You are viewing a plain text version of this content. The canonical link for it is here.

Posted to user@mahout.apache.org by Vimal Mathew <vm...@gmail.com> on 2010/04/11 22:27:26 UTC

Current state of (dense) matrix multiplication?

Hi,
 What's the current state of matrix-matrix multiplication in Mahout?
Are there any performance results available for large matrices?

 I have been working on a Hadoop-compatible distributed storage for
matrices. I can currently multiply two 40K x 40K dense double
precision matrices in around 1 hour using 34 systems (16GB RAM, two
Core2Quads' per node). I was wondering how this compares with Mahout.

Regards,
 Vimal

Re: Current state of (dense) matrix multiplication?

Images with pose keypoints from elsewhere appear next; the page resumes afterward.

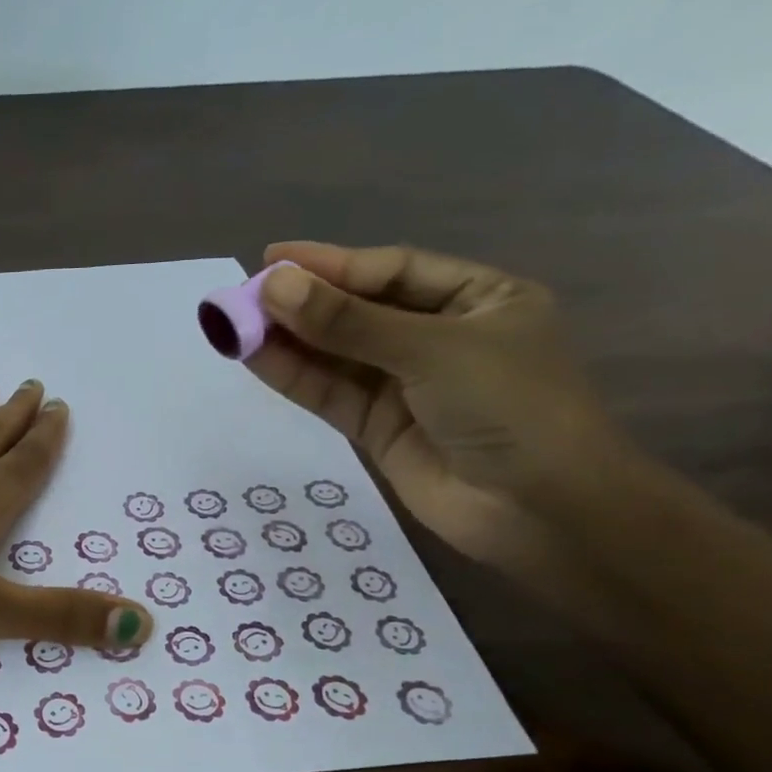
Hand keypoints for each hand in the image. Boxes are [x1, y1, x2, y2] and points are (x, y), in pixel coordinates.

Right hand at [246, 241, 628, 570]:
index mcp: (476, 299)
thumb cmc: (510, 407)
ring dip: (289, 341)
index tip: (272, 260)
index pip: (392, 271)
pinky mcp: (377, 428)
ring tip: (234, 325)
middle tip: (242, 296)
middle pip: (359, 312)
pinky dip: (294, 377)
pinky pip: (330, 393)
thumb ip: (348, 323)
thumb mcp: (432, 351)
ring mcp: (405, 386)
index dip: (331, 265)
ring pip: (337, 355)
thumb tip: (274, 287)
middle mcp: (438, 337)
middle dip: (303, 304)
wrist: (537, 510)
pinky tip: (255, 358)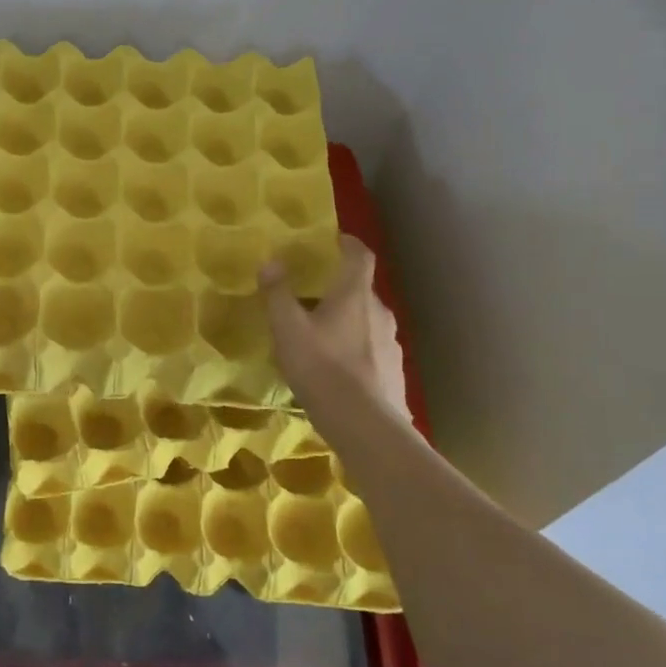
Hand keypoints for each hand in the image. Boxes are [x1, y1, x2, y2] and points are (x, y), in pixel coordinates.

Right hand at [260, 234, 410, 422]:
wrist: (366, 426)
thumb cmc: (323, 368)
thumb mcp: (288, 329)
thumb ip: (278, 294)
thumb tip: (271, 261)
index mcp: (354, 294)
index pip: (359, 254)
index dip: (347, 242)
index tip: (331, 239)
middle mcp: (378, 310)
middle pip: (360, 288)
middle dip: (338, 286)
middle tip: (311, 294)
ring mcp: (391, 342)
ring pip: (366, 319)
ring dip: (346, 319)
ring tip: (320, 333)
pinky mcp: (394, 370)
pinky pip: (371, 347)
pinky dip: (355, 347)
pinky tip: (337, 367)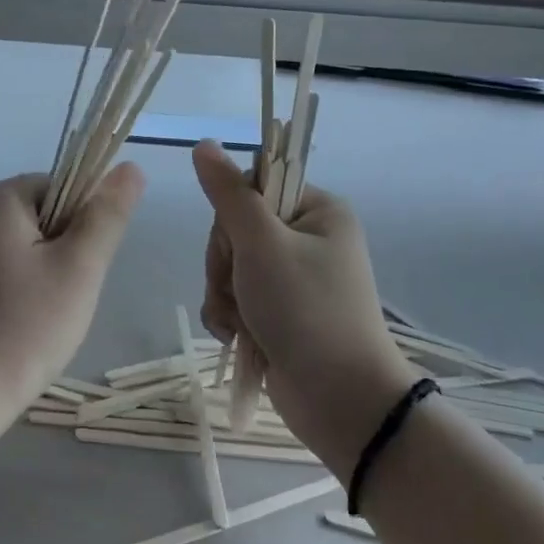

Posted by Vimal Mathew <vm...@gmail.com>.

In my opinion the most important take-away from MapReduce is that you
dont move the data, but move the "computation towards the data". So I
implemented a persistent storage, and moved most of the critical
computations directly into the storage ( I did play around with Hama
before this).

Right now I dont have any problem in keeping all 8 cores occupied. I
think MapReduce helps reduce the network IOPS because you have data
stored locally at the node. Even in matrix multiplication where I need
to duplicate one table across all the nodes, I get to do this in
around 10 to 15 minutes and then follow it by 45 minutes of
computation. With 34 systems, I get a combined network transfer rate
of around 5.8 Gigabits per second on a gigabit LAN. After all
individual links in a switched network can transmit independently. I
noticed that network speeds scale faster than linearly if I am lucky
enough to schedule transfers properly (I use a  simple random
permutation on each node to decide the sequence of network transfers).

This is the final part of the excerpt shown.